Fidel Castro and Hugo Chavez in Havana shortly after Chavez first cancer
operation in June 2011. Photo: Estudios Revolucion

"Chavez's name is known and respected throughout the world," wrote
Castro in his last letter to Venezuelan Vice President Nicolas Maduro.
These words could also serve well in describing the role that former
Cuban president himself liked to see himself in for decades as a leader
of Third World emancipation movements.

Chavez was the figure that succeeded Fidel Castro as Latin America's
icon image of the left when the image of Castro began to fray. "I hold
him in the highest esteem," said Argentinean soccer star Diego Maradona,
a declared Castro admirer, when discussing the Venezuelan leader with
the dpa news agency earlier this year.

The visits of celebrities captivated by the Latin American revolutions,
reserved in the '60s for Fidel Castro, also began arriving in Caracas in
the early 21st century. Filmmaker Oliver Stone, actor Sean Penn and
philosopher Noam Chomsky were some of the best known admirers of Chavez,
just as at one time it was Jean-Paul Sartre and Julio Cortazar who
looked up to the Cuban leader.
Chavez's solidarity with Cuba wasn't limited to public statements. For
years Caracas supported Havana with about 100,000 barrels of oil per
day, sold at very favorable terms in exchange for medical and
educational services the island provided in the poorest neighborhoods of
Caracas and other Venezuelan cities.

Cuba and Venezuela "are one nation," said Chavez, the architect behind
the concept of "VeneCuba" as the heart of the Latin American bloc.

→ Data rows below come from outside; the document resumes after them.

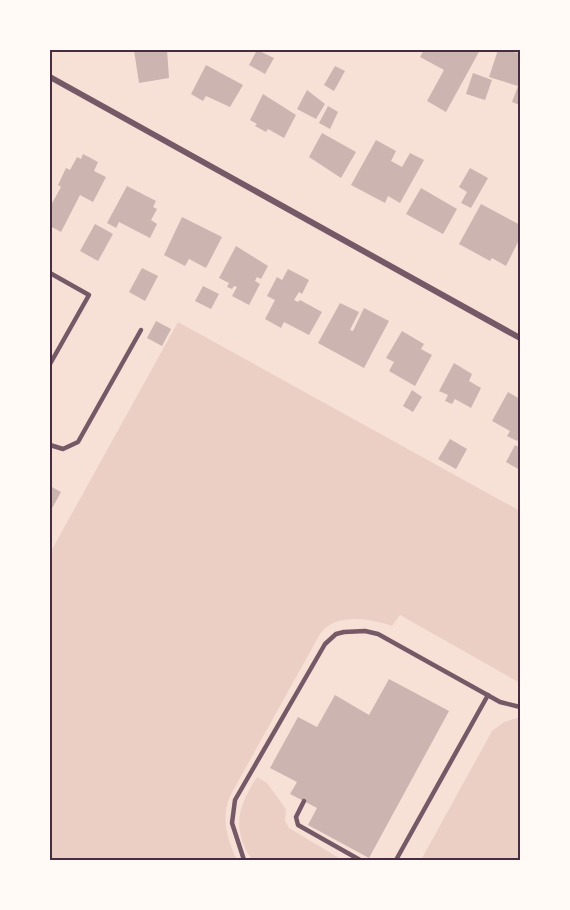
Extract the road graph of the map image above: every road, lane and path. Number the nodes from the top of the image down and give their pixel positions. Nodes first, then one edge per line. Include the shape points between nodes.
1 (50, 77) edge
2 (50, 273) edge
3 (141, 330) dead end
4 (520, 338) edge
5 (50, 364) edge
6 (50, 445) edge
7 (488, 695) junction
8 (520, 707) edge
9 (304, 801) dead end
10 (244, 861) edge
11 (360, 861) edge
12 (396, 861) edge

1 - 4 street
2 - 5 lane via 89,295
3 - 6 lane via 78,442 63,449
7 - 8 lane
7 - 10 lane via 378,634 355,631 330,638 235,800 232,824
7 - 12 lane
9 - 11 lane via 296,817 298,825

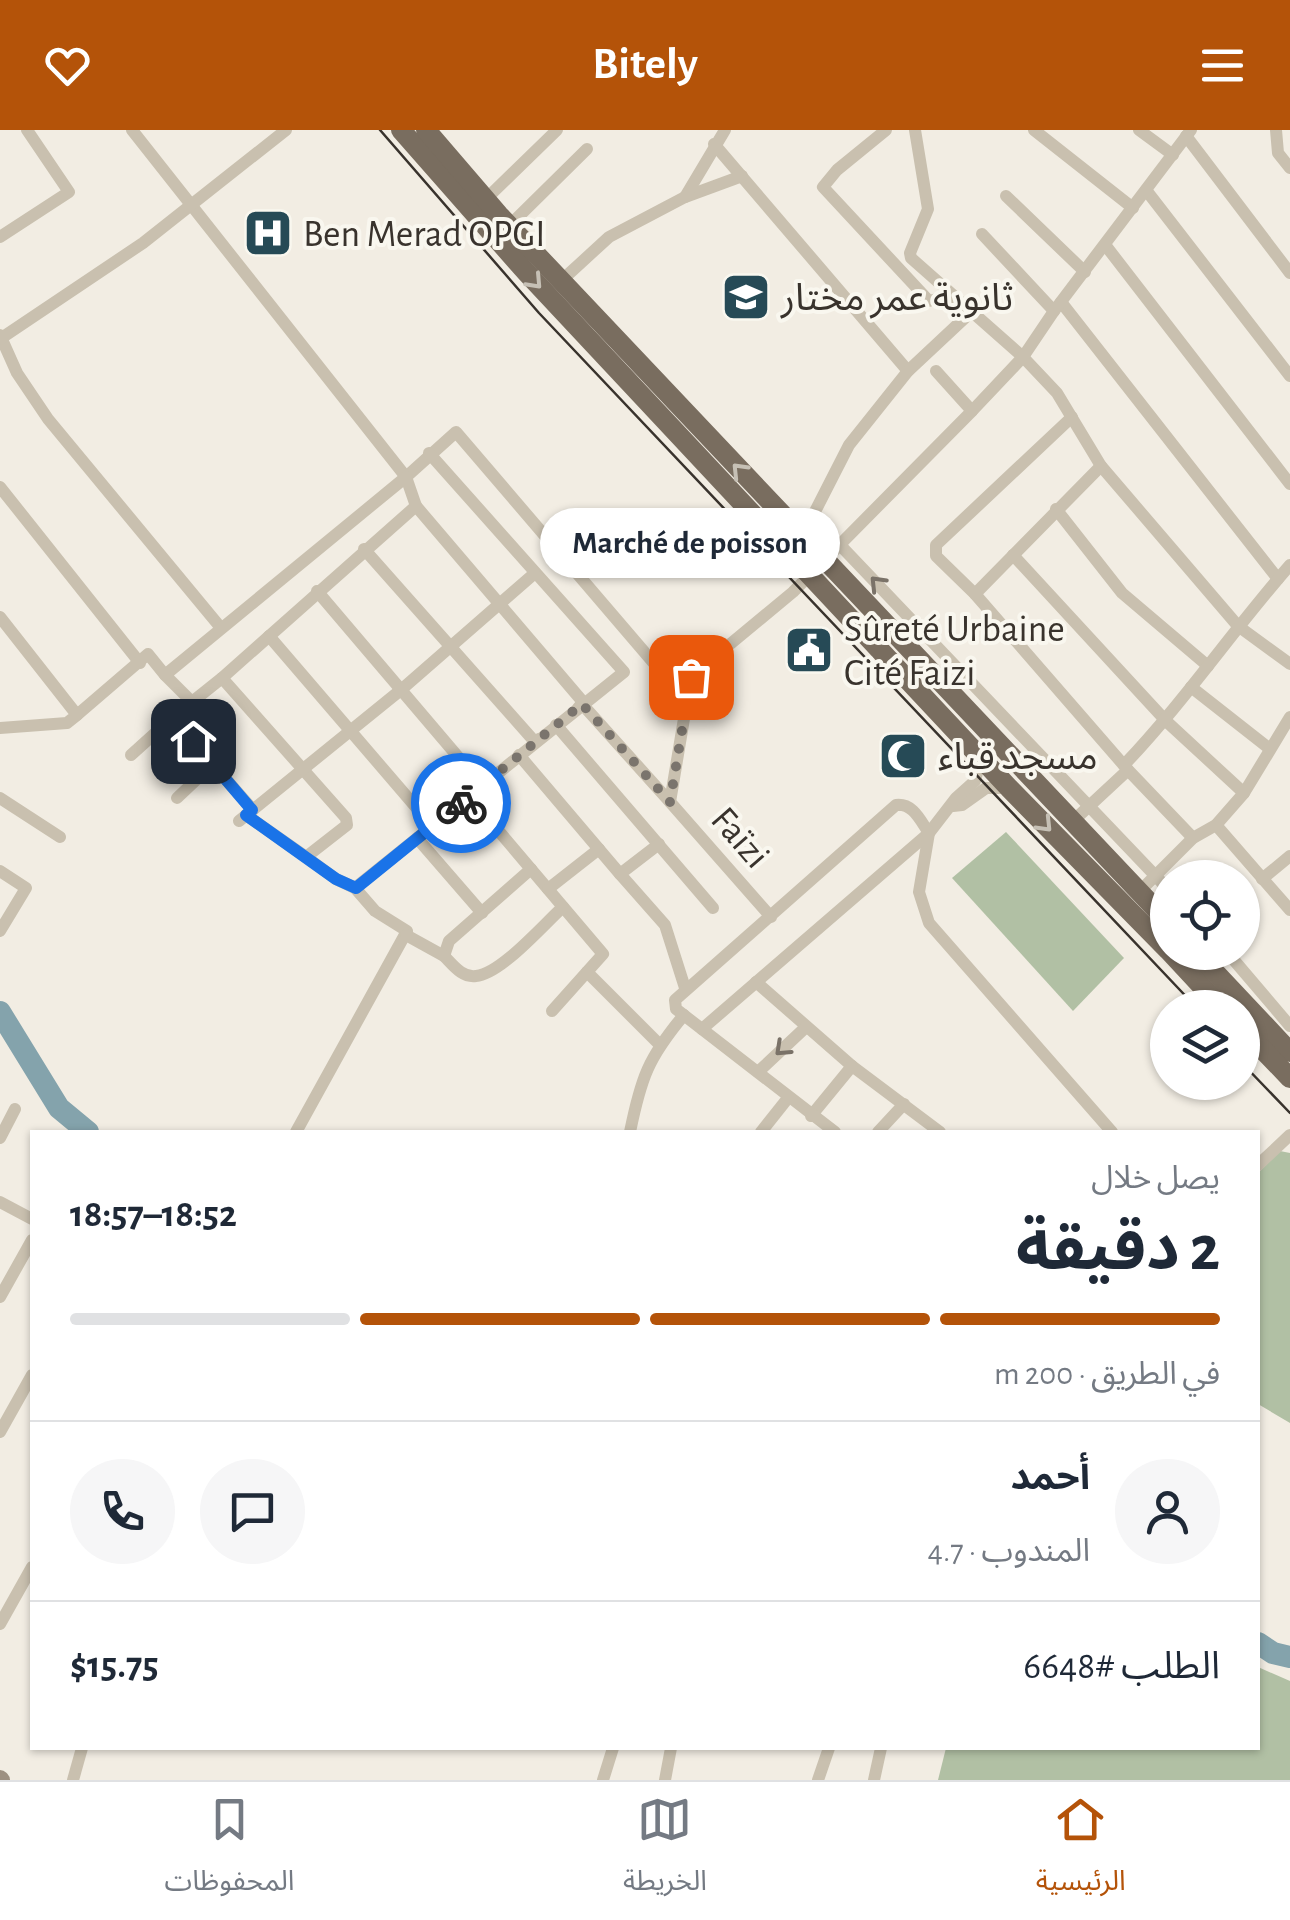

Therefore the evolution of Chavez's health was always followed with
particular interest on the island. "Chavez is in bad shape," could be
heard in the streets of Havana during his last days of life, when the
medical reports pointed to the worst.

Accustomed to the details about Fidel Castro's health being kept as a
state secret, Cubans commented avidly about what little was known about
the disease at the end of Chavez's life.

The Raul Castro government guaranteed Chavez maximum discretion
concerning his medical treatment. Chavez had surgery four times on the
island and visited the country dozens of times for chemotherapy and
radiotherapy.

During one of his first convalescence periods in Havana, the Venezuelan
leader still used to count the visits Castro made to see him in the
hospital. "I'm here watching the game with Fidel!" Chavez wrote on his
Twitter page during the Americas Cup in 2011.

Castro was also the one responsible for telling Chavez that he had
cancer, in June 2011. "Life comes first for a revolutionary," Chavez
later recalled Fidel's words. That was the day he cried in front of a
mirror upon learning about his diagnosis.

Now that the cancer has finally won that battle, despite the care given
by Fidel's Cuba, it also remains to be seen how it will affect the
veteran Cuban revolutionary, now 86.